PROBLEM DESCRIPTION – Quote the entries below from the line with "c.set_font_size(size)" through the line with "c.restore()", both ends included, and only those lines.

DATA –

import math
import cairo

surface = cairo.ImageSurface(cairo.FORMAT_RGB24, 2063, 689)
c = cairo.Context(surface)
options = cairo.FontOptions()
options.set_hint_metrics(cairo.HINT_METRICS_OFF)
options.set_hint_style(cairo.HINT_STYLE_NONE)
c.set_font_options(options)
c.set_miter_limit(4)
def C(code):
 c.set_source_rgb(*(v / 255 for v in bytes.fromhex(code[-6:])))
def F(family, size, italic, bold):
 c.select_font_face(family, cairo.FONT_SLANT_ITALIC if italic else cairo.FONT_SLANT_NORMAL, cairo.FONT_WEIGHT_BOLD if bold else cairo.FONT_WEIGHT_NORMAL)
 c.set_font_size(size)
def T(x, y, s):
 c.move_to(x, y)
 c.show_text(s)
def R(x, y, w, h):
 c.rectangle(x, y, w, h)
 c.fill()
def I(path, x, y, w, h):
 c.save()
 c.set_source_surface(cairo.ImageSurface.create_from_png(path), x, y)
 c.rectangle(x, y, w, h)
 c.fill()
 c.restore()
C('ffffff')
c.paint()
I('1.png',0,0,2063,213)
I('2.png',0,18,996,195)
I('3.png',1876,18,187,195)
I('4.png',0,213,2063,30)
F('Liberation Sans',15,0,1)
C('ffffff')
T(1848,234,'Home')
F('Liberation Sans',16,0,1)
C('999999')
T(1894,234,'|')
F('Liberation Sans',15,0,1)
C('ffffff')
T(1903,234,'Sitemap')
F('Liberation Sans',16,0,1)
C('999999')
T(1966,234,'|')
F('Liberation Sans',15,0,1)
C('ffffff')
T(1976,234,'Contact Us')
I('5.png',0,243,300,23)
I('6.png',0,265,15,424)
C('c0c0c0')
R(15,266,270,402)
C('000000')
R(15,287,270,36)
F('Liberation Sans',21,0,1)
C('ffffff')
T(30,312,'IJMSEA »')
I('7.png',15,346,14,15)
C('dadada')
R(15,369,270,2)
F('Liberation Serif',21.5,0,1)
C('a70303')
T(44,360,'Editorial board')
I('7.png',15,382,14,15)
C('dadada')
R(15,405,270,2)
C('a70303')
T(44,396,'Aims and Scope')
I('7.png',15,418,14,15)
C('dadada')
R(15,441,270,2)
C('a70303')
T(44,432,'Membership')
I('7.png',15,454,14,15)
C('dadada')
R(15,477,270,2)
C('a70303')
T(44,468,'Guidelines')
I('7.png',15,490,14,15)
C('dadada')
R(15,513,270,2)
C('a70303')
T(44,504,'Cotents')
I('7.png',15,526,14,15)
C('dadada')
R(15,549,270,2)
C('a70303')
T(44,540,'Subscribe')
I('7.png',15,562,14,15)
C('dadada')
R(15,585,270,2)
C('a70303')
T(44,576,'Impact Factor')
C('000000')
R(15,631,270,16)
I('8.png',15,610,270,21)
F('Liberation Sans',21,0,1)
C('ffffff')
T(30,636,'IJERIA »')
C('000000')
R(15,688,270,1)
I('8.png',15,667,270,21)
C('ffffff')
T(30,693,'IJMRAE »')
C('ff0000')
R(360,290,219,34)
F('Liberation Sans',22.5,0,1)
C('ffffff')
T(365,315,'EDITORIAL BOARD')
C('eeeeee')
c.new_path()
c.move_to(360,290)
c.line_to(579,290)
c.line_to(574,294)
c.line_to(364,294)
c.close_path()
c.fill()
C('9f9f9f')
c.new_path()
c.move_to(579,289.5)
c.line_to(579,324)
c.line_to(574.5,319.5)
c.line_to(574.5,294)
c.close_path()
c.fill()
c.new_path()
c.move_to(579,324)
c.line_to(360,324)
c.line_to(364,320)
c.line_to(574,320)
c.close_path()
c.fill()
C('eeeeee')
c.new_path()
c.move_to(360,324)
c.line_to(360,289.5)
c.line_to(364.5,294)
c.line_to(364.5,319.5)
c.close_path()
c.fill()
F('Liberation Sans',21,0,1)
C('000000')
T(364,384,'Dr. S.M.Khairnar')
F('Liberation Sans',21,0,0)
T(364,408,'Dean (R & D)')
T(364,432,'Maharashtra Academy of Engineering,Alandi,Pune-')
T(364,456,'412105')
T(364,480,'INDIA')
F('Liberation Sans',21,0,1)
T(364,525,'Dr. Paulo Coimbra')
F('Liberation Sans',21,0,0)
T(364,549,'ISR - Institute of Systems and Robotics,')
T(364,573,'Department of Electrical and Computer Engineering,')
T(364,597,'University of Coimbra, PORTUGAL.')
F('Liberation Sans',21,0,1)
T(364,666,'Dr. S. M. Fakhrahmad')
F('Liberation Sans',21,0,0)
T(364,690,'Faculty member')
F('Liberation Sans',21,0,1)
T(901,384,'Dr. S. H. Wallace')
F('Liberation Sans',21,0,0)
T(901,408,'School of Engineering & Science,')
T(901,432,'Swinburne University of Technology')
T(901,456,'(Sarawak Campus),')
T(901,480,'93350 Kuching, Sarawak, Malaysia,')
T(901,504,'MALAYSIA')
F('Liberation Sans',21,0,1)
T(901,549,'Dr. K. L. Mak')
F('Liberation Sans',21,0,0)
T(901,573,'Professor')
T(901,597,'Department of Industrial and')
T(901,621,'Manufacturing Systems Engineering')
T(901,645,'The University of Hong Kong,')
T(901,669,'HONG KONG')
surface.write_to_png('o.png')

WRITTEN SOLUTION –
 c.set_font_size(size)
def T(x, y, s):
 c.move_to(x, y)
 c.show_text(s)
def R(x, y, w, h):
 c.rectangle(x, y, w, h)
 c.fill()
def I(path, x, y, w, h):
 c.save()
 c.set_source_surface(cairo.ImageSurface.create_from_png(path), x, y)
 c.rectangle(x, y, w, h)
 c.fill()
 c.restore()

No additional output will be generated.